[Brief]
For each line below that includes the word "dead", make a copy.

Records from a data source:
Start of Block

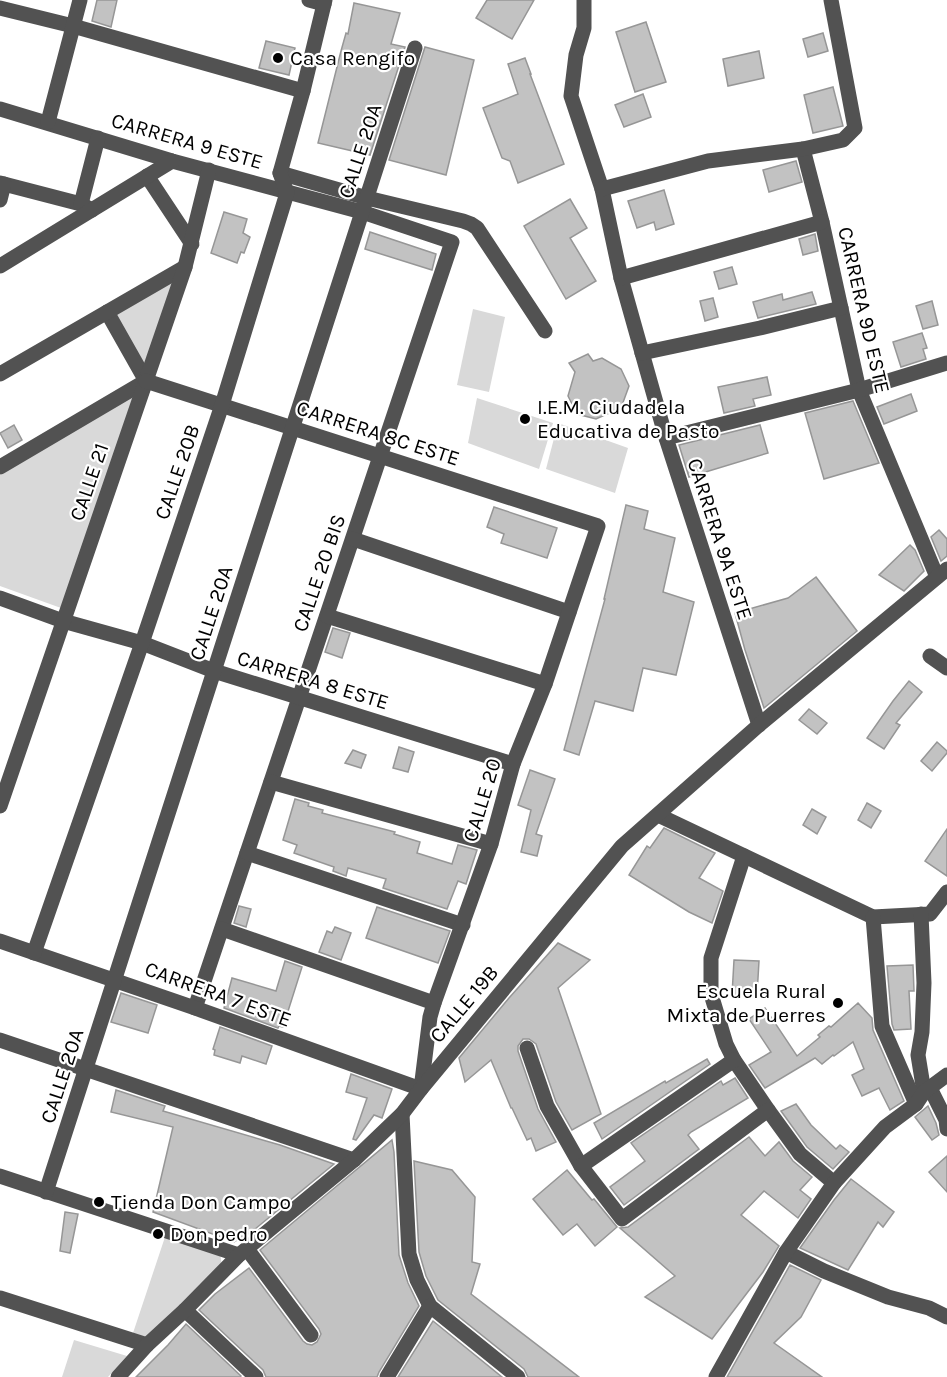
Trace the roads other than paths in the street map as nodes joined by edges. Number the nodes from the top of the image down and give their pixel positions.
1 (80, 0) edge
2 (309, 0) edge
3 (584, 0) edge
4 (831, 0) edge
5 (325, 2) edge
6 (0, 8) edge
7 (73, 27) junction
8 (415, 48) dead end
9 (303, 91) junction
10 (0, 108) edge
11 (48, 122) junction
12 (98, 138) junction
13 (803, 149) junction
14 (172, 161) junction
15 (209, 170) junction
16 (280, 172) junction
17 (147, 176) junction
18 (2, 183) edge
19 (602, 189) junction
20 (287, 192) junction
21 (0, 200) edge
22 (364, 205) junction
23 (86, 207) junction
24 (822, 222) junction
25 (192, 244) junction
26 (0, 266) edge
27 (185, 267) junction
28 (621, 278) junction
29 (841, 308) junction
30 (107, 312) junction
31 (545, 331) dead end
32 (642, 353) junction
33 (947, 363) edge
34 (0, 374) edge
35 (146, 381) junction
36 (858, 390) junction
37 (222, 405) junction
38 (293, 428) junction
39 (666, 438) junction
40 (380, 456) junction
41 (0, 467) edge
42 (598, 526) joint
43 (353, 539) junction
44 (942, 573) edge
45 (0, 598) edge
46 (569, 612) junction
47 (327, 616) junction
48 (63, 621) junction
49 (142, 644) junction
50 (930, 656) dead end
51 (947, 668) edge
52 (214, 671) junction
53 (545, 684) junction
54 (300, 697) junction
55 (759, 725) junction
56 (513, 764) junction
57 (271, 782) junction
58 (0, 806) edge
59 (658, 815) junction
60 (491, 844) junction
61 (247, 853) junction
62 (744, 856) junction
63 (947, 892) edge
64 (921, 914) junction
65 (873, 917) junction
66 (462, 925) junction
67 (222, 929) junction
68 (0, 941) edge
69 (34, 953) junction
70 (115, 980) junction
71 (434, 1002) junction
72 (195, 1008) junction
73 (0, 1040) edge
74 (527, 1048) dead end
75 (734, 1060) junction
76 (86, 1070) junction
77 (947, 1075) edge
78 (421, 1089) junction
79 (924, 1095) junction
80 (768, 1110) junction
81 (402, 1114) junction
82 (947, 1129) edge
83 (354, 1160) junction
84 (581, 1166) junction
85 (0, 1176) edge
86 (834, 1184) junction
87 (46, 1192) junction
88 (243, 1252) junction
89 (786, 1252) junction
90 (0, 1298) edge
91 (430, 1306) junction
92 (185, 1310) junction
93 (947, 1317) edge
94 (311, 1335) dead end
95 (147, 1345) junction
96 (253, 1376) edge
97 (118, 1377) edge
98 (387, 1377) edge
99 (518, 1377) edge
100 (716, 1377) edge

1 - 7 street
2 - 5 street
3 - 19 street, CARRERA 9A ESTE
4 - 13 street
5 - 9 street
6 - 7 street
7 - 9 street
7 - 11 street
8 - 22 street, CALLE 20A
9 - 16 street
10 - 11 street, CARRERA 9 ESTE
11 - 12 street, CARRERA 9 ESTE
12 - 14 street, CARRERA 9 ESTE
12 - 23 street
13 - 19 street
13 - 24 street, CARRERA 9D ESTE
14 - 15 street, CARRERA 9 ESTE
14 - 17 street
15 - 20 street, CARRERA 9 ESTE
15 - 25 street, CALLE 21
16 - 20 street
16 - 22 street
17 - 23 street
17 - 25 street
18 - 21 street
18 - 23 street
19 - 28 street, CARRERA 9A ESTE
20 - 22 street, CARRERA 9 ESTE
20 - 37 street, CALLE 20B
22 - 31 street
22 - 38 street, CALLE 20A
22 - 40 street, CALLE 20 BIS
23 - 26 street
24 - 28 street
24 - 29 street, CARRERA 9D ESTE
25 - 27 street, CALLE 21
27 - 30 street
27 - 35 street, CALLE 21
28 - 32 street, CARRERA 9A ESTE
29 - 32 street
29 - 36 street, CARRERA 9D ESTE
30 - 34 street
30 - 35 street
32 - 39 street, CARRERA 9A ESTE
33 - 36 street
35 - 37 street, CARRERA 8C ESTE
35 - 41 street
35 - 48 street, CALLE 21
36 - 39 street
36 - 44 street, CARRERA 9D ESTE
37 - 38 street, CARRERA 8C ESTE
37 - 49 street, CALLE 20B
38 - 40 street, CARRERA 8C ESTE
38 - 52 street, CALLE 20A
39 - 55 street, CARRERA 9A ESTE
40 - 42 street, CARRERA 8C ESTE
40 - 43 street, CALLE 20 BIS
42 - 46 street, CALLE 20
43 - 46 street
43 - 47 street, CALLE 20 BIS
44 - 55 street, CALLE 19B
45 - 48 street, CARRERA 8 ESTE
46 - 53 street, CALLE 20
47 - 53 street
47 - 54 street, CALLE 20 BIS
48 - 49 street, CARRERA 8 ESTE
48 - 58 street, CALLE 21
49 - 52 street, CARRERA 8 ESTE
49 - 69 street, CALLE 20B
50 - 51 street
52 - 54 street, CARRERA 8 ESTE
52 - 70 street, CALLE 20A
53 - 56 street, CALLE 20
54 - 56 street, CARRERA 8 ESTE
54 - 57 street, CALLE 20 BIS
55 - 59 street, CALLE 19B
56 - 60 street, CALLE 20
57 - 60 street
57 - 61 street, CALLE 20 BIS
59 - 62 street
59 - 78 street, CALLE 19B
60 - 66 street, CALLE 20
61 - 66 street
61 - 67 street, CALLE 20 BIS
62 - 65 street
62 - 75 street
63 - 64 street
64 - 65 street
64 - 79 street
65 - 79 street
66 - 71 street, CALLE 20
67 - 71 street
67 - 72 street, CALLE 20 BIS
68 - 69 street, CARRERA 7 ESTE
69 - 70 street, CARRERA 7 ESTE
70 - 72 street, CARRERA 7 ESTE
70 - 76 street, CALLE 20A
71 - 78 street, CALLE 20
72 - 78 street, CARRERA 7 ESTE
73 - 76 street
74 - 84 street
75 - 80 street
75 - 84 street
76 - 83 street
76 - 87 street, CALLE 20A
77 - 79 street
78 - 81 street, CALLE 19B
79 - 82 street
79 - 86 street
80 - 84 street
80 - 86 street
81 - 83 street
81 - 91 street
83 - 88 street
85 - 87 street
86 - 89 street
87 - 88 street
88 - 92 street
88 - 94 street
89 - 93 street
89 - 100 street
90 - 95 street
91 - 98 street
91 - 99 street
92 - 95 street
92 - 96 street
95 - 97 street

End of Block

[Exercise answer]
8 (415, 48) dead end
31 (545, 331) dead end
50 (930, 656) dead end
74 (527, 1048) dead end
94 (311, 1335) dead end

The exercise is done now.